* What you have to do *
Without the pictures, give the listing below again exactly.

* Data to use *
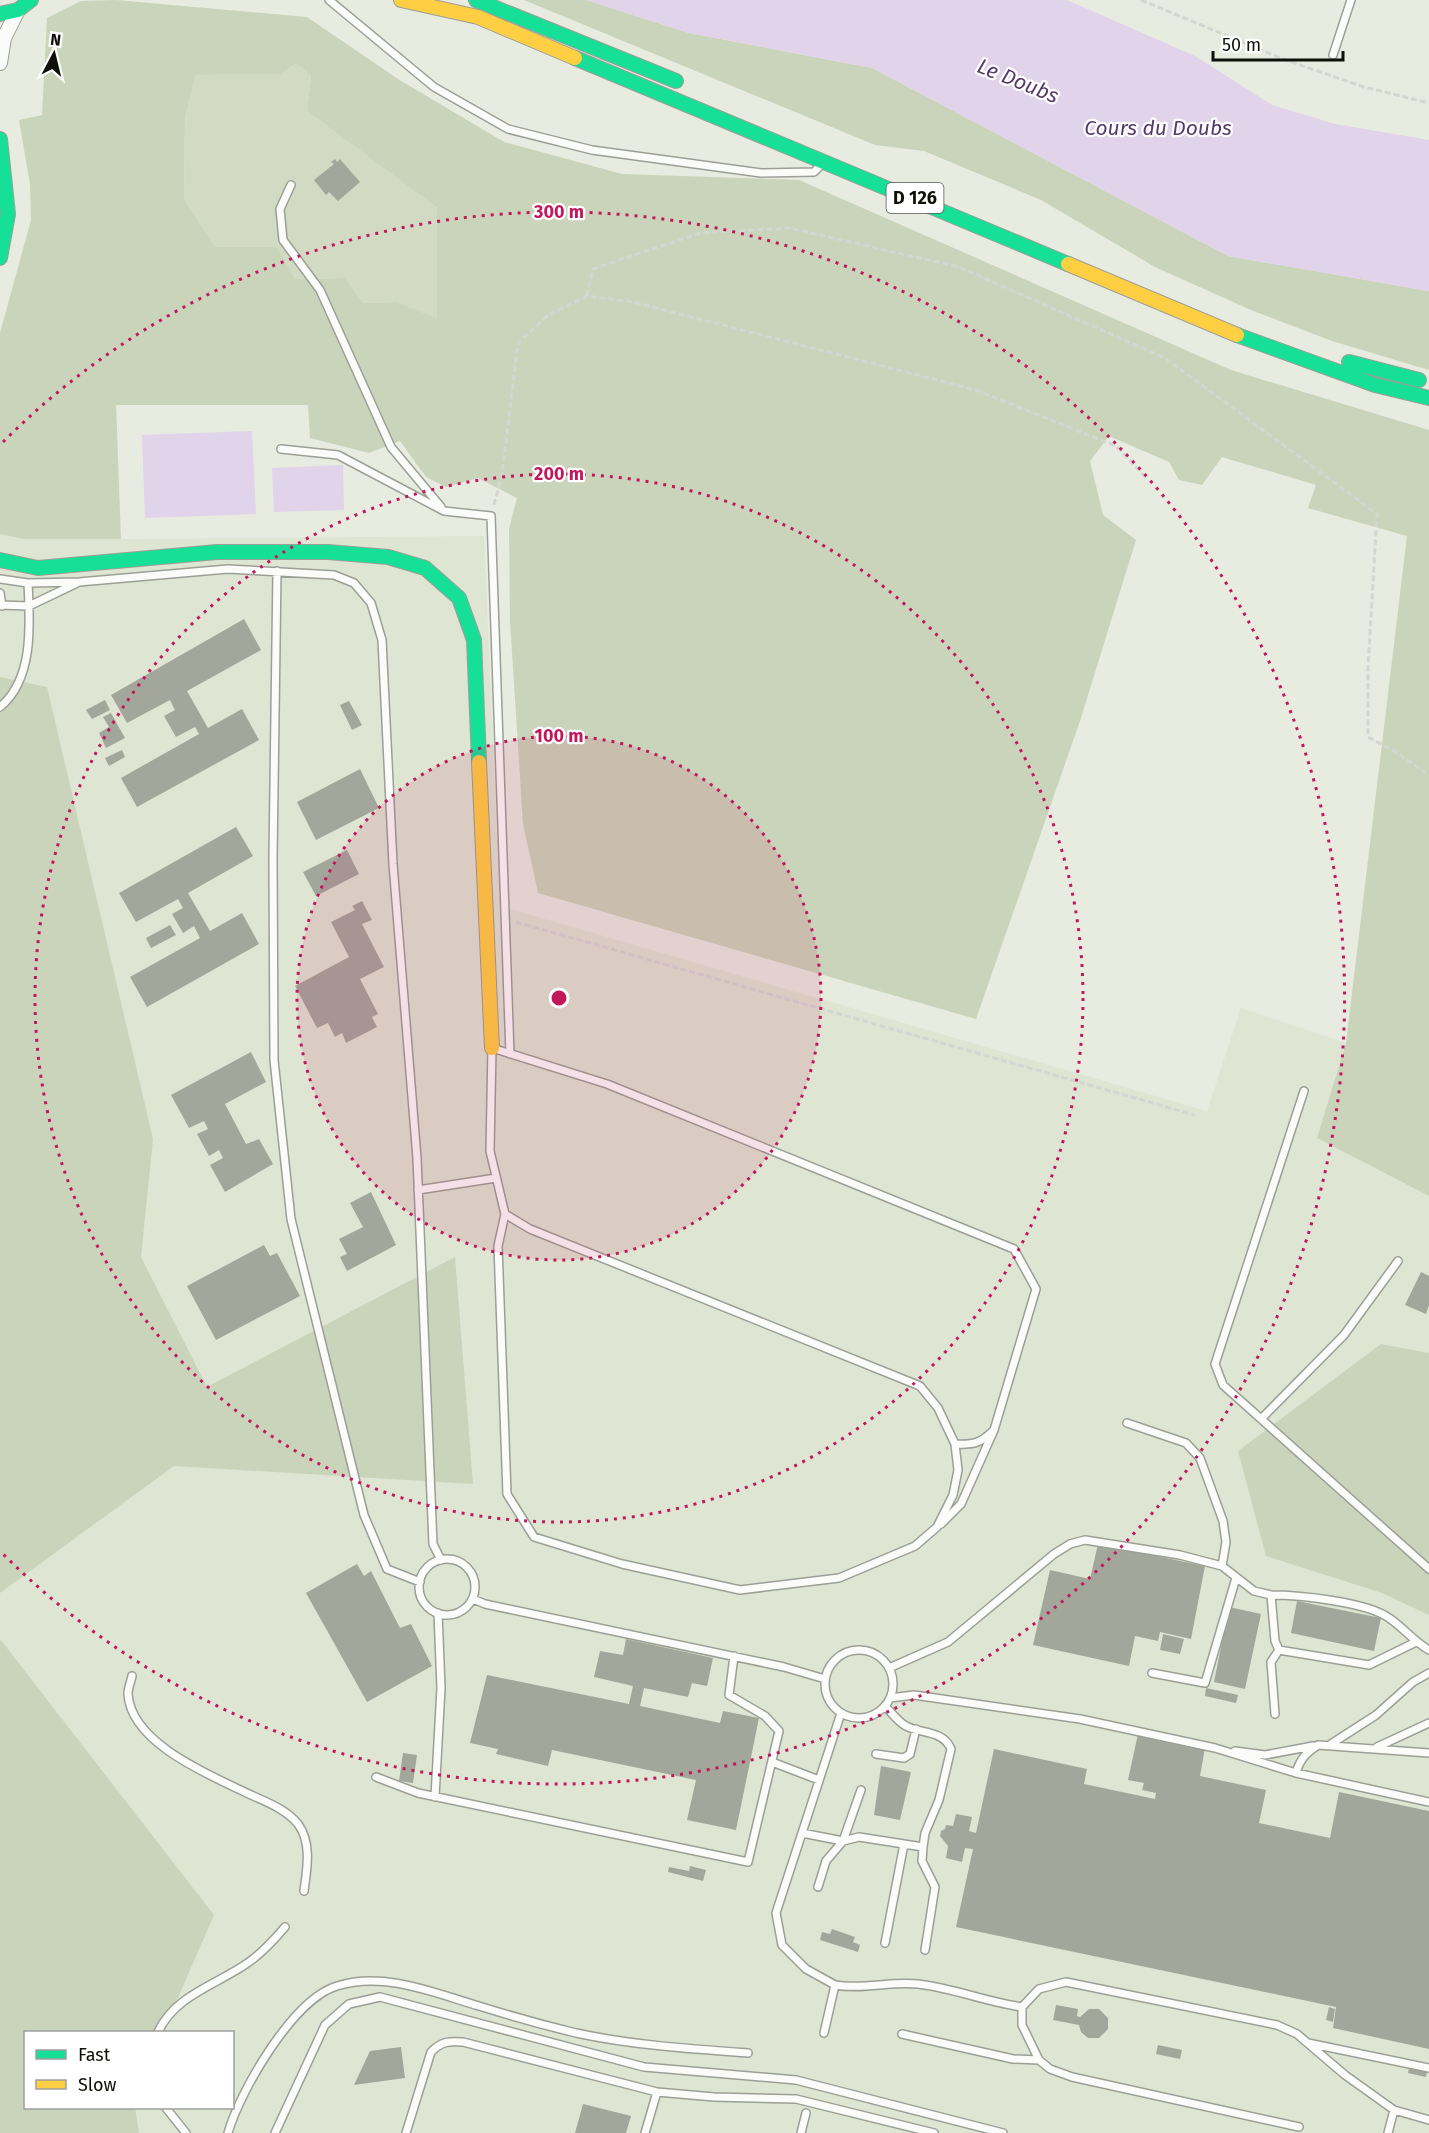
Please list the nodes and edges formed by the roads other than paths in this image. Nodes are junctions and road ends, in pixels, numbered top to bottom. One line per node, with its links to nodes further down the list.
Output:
1 (32, 0): 6 (main road)
2 (329, 0): 12 (lane)
3 (401, 0): 12 (main road, D 126)
4 (476, 0): 10 (main road)
5 (1351, 0): 8 (lane)
6 (18, 10): 7 (main road); 9 (street)
7 (0, 14)
8 (1333, 55)
9 (0, 63)
10 (685, 85)
11 (0, 139): 13 (main road)
12 (826, 160): 18 (main road, D 126)
13 (2, 169): 15 (main road)
14 (291, 185): 20 (lane)
15 (0, 258)
16 (1264, 329): 17 (main road)
17 (1429, 382)
18 (1429, 398)
19 (281, 449): 20 (lane)
20 (444, 511): 31 (lane)
21 (0, 560): 30 (main road)
22 (277, 572): 24 (lane); 34 (lane); 46 (lane)
23 (0, 579): 25 (lane)
24 (79, 582): 25 (lane); 28 (lane)
25 (28, 583): 28 (lane)
26 (0, 593): 27 (lane)
27 (1, 606): 28 (lane)
28 (29, 606): 29 (lane)
29 (0, 707)
30 (492, 1048): 31 (lane); 33 (lane)
31 (510, 1054): 39 (lane)
32 (1304, 1091): 37 (lane)
33 (496, 1178): 34 (lane); 35 (lane)
34 (418, 1190): 42 (lane)
35 (505, 1214): 40 (lane); 41 (lane)
36 (1398, 1261): 37 (lane)
37 (1260, 1419): 44 (lane)
38 (1127, 1423): 43 (lane)
39 (994, 1430): 40 (lane); 41 (lane)
40 (956, 1444): 41 (lane)
41 (937, 1527)
42 (441, 1560): 46 (lane); 48 (lane)
43 (1222, 1566): 45 (lane); 54 (lane)
44 (1429, 1569)
45 (1236, 1578): 47 (lane); 55 (lane)
46 (420, 1582): 49 (lane)
47 (1271, 1595): 50 (lane); 51 (lane)
48 (473, 1599): 49 (lane); 53 (lane)
49 (438, 1613): 76 (lane)
50 (1416, 1642): 51 (lane); 52 (lane)
51 (1278, 1650): 62 (lane)
52 (1429, 1650)
53 (734, 1656): 58 (lane); 71 (lane)
54 (889, 1668): 58 (lane); 59 (lane)
55 (1152, 1673)
56 (1429, 1673): 65 (lane)
57 (132, 1676): 83 (lane)
58 (825, 1679): 61 (lane)
59 (890, 1698): 60 (lane); 67 (lane)
60 (885, 1706): 61 (lane); 64 (lane)
61 (841, 1713): 74 (lane)
62 (1275, 1714)
63 (1429, 1724): 68 (lane)
64 (916, 1729): 70 (lane); 81 (lane)
65 (1331, 1744): 66 (lane); 68 (lane)
66 (1318, 1745): 67 (lane); 72 (lane)
67 (1215, 1748): 72 (lane)
68 (1375, 1748): 69 (lane)
69 (1429, 1753)
70 (876, 1754)
71 (772, 1762): 74 (lane); 76 (lane)
72 (1296, 1773): 77 (lane)
73 (376, 1777): 76 (lane)
74 (819, 1780): 78 (lane)
75 (861, 1790): 79 (lane)
76 (435, 1797)
77 (1429, 1802)
78 (802, 1833): 79 (lane); 87 (lane)
79 (843, 1841): 80 (lane); 82 (lane)
80 (904, 1844): 81 (lane); 85 (lane)
81 (923, 1847): 86 (lane)
82 (818, 1887)
83 (304, 1891)
84 (285, 1927): 89 (lane)
85 (885, 1943)
86 (925, 1950)
87 (835, 1985): 88 (lane); 90 (lane)
88 (1022, 2007): 92 (lane); 94 (lane)
89 (159, 2031)
90 (824, 2033)
91 (903, 2034): 94 (lane)
92 (1307, 2042): 95 (lane); 98 (lane)
93 (748, 2054): 103 (lane)
94 (1039, 2060): 101 (lane)
95 (1429, 2068)
96 (657, 2092): 105 (lane); 106 (lane); 108 (lane)
97 (167, 2109): 102 (lane)
98 (1394, 2110): 100 (lane); 110 (lane)
99 (806, 2113): 107 (lane)
100 (1429, 2121)
101 (1299, 2127)
102 (186, 2133)
103 (228, 2133)
104 (275, 2133): 109 (lane)
105 (406, 2133)
106 (645, 2133)
107 (801, 2133)
108 (934, 2133)
109 (1003, 2133)
110 (1388, 2133)

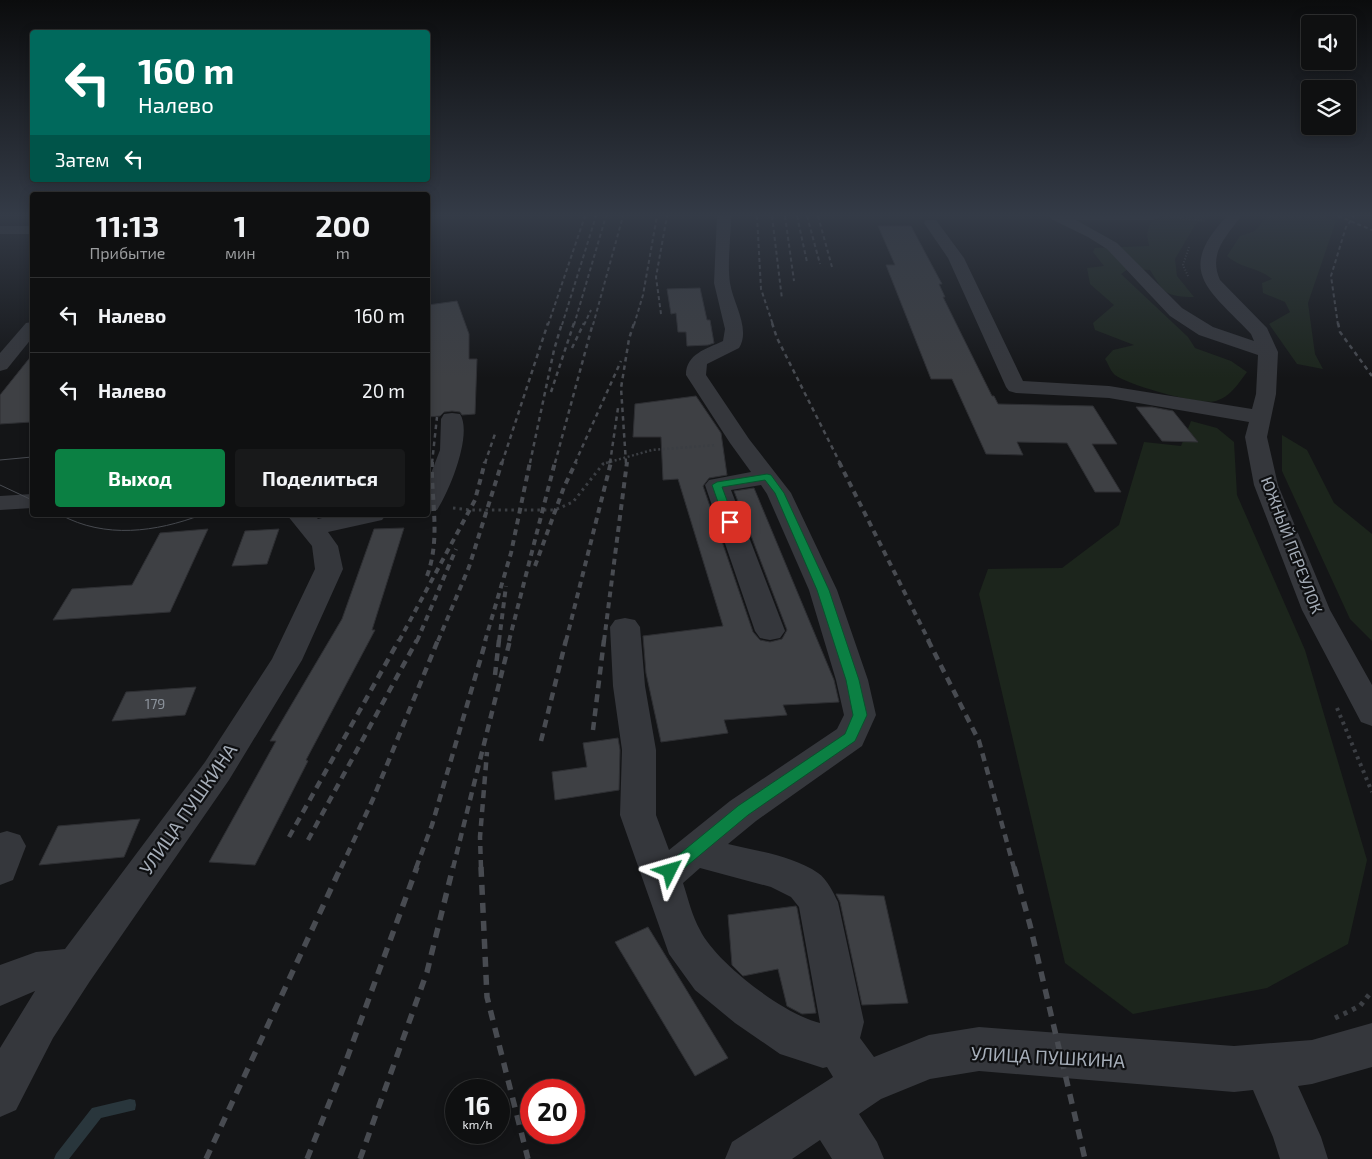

* Answer box *
Please list the nodes and edges formed by the roads other than paths in this image. Nodes are junctions and road ends, in pixels, numbered top to bottom. One line per node, with its links to nodes further down the list.
Output:
1 (32, 0): 6 (main road)
2 (329, 0): 12 (lane)
3 (401, 0): 12 (main road, D 126)
4 (476, 0): 10 (main road)
5 (1351, 0): 8 (lane)
6 (18, 10): 7 (main road); 9 (street)
7 (0, 14)
8 (1333, 55)
9 (0, 63)
10 (685, 85)
11 (0, 139): 13 (main road)
12 (826, 160): 18 (main road, D 126)
13 (2, 169): 15 (main road)
14 (291, 185): 20 (lane)
15 (0, 258)
16 (1264, 329): 17 (main road)
17 (1429, 382)
18 (1429, 398)
19 (281, 449): 20 (lane)
20 (444, 511): 31 (lane)
21 (0, 560): 30 (main road)
22 (277, 572): 24 (lane); 34 (lane); 46 (lane)
23 (0, 579): 25 (lane)
24 (79, 582): 25 (lane); 28 (lane)
25 (28, 583): 28 (lane)
26 (0, 593): 27 (lane)
27 (1, 606): 28 (lane)
28 (29, 606): 29 (lane)
29 (0, 707)
30 (492, 1048): 31 (lane); 33 (lane)
31 (510, 1054): 39 (lane)
32 (1304, 1091): 37 (lane)
33 (496, 1178): 34 (lane); 35 (lane)
34 (418, 1190): 42 (lane)
35 (505, 1214): 40 (lane); 41 (lane)
36 (1398, 1261): 37 (lane)
37 (1260, 1419): 44 (lane)
38 (1127, 1423): 43 (lane)
39 (994, 1430): 40 (lane); 41 (lane)
40 (956, 1444): 41 (lane)
41 (937, 1527)
42 (441, 1560): 46 (lane); 48 (lane)
43 (1222, 1566): 45 (lane); 54 (lane)
44 (1429, 1569)
45 (1236, 1578): 47 (lane); 55 (lane)
46 (420, 1582): 49 (lane)
47 (1271, 1595): 50 (lane); 51 (lane)
48 (473, 1599): 49 (lane); 53 (lane)
49 (438, 1613): 76 (lane)
50 (1416, 1642): 51 (lane); 52 (lane)
51 (1278, 1650): 62 (lane)
52 (1429, 1650)
53 (734, 1656): 58 (lane); 71 (lane)
54 (889, 1668): 58 (lane); 59 (lane)
55 (1152, 1673)
56 (1429, 1673): 65 (lane)
57 (132, 1676): 83 (lane)
58 (825, 1679): 61 (lane)
59 (890, 1698): 60 (lane); 67 (lane)
60 (885, 1706): 61 (lane); 64 (lane)
61 (841, 1713): 74 (lane)
62 (1275, 1714)
63 (1429, 1724): 68 (lane)
64 (916, 1729): 70 (lane); 81 (lane)
65 (1331, 1744): 66 (lane); 68 (lane)
66 (1318, 1745): 67 (lane); 72 (lane)
67 (1215, 1748): 72 (lane)
68 (1375, 1748): 69 (lane)
69 (1429, 1753)
70 (876, 1754)
71 (772, 1762): 74 (lane); 76 (lane)
72 (1296, 1773): 77 (lane)
73 (376, 1777): 76 (lane)
74 (819, 1780): 78 (lane)
75 (861, 1790): 79 (lane)
76 (435, 1797)
77 (1429, 1802)
78 (802, 1833): 79 (lane); 87 (lane)
79 (843, 1841): 80 (lane); 82 (lane)
80 (904, 1844): 81 (lane); 85 (lane)
81 (923, 1847): 86 (lane)
82 (818, 1887)
83 (304, 1891)
84 (285, 1927): 89 (lane)
85 (885, 1943)
86 (925, 1950)
87 (835, 1985): 88 (lane); 90 (lane)
88 (1022, 2007): 92 (lane); 94 (lane)
89 (159, 2031)
90 (824, 2033)
91 (903, 2034): 94 (lane)
92 (1307, 2042): 95 (lane); 98 (lane)
93 (748, 2054): 103 (lane)
94 (1039, 2060): 101 (lane)
95 (1429, 2068)
96 (657, 2092): 105 (lane); 106 (lane); 108 (lane)
97 (167, 2109): 102 (lane)
98 (1394, 2110): 100 (lane); 110 (lane)
99 (806, 2113): 107 (lane)
100 (1429, 2121)
101 (1299, 2127)
102 (186, 2133)
103 (228, 2133)
104 (275, 2133): 109 (lane)
105 (406, 2133)
106 (645, 2133)
107 (801, 2133)
108 (934, 2133)
109 (1003, 2133)
110 (1388, 2133)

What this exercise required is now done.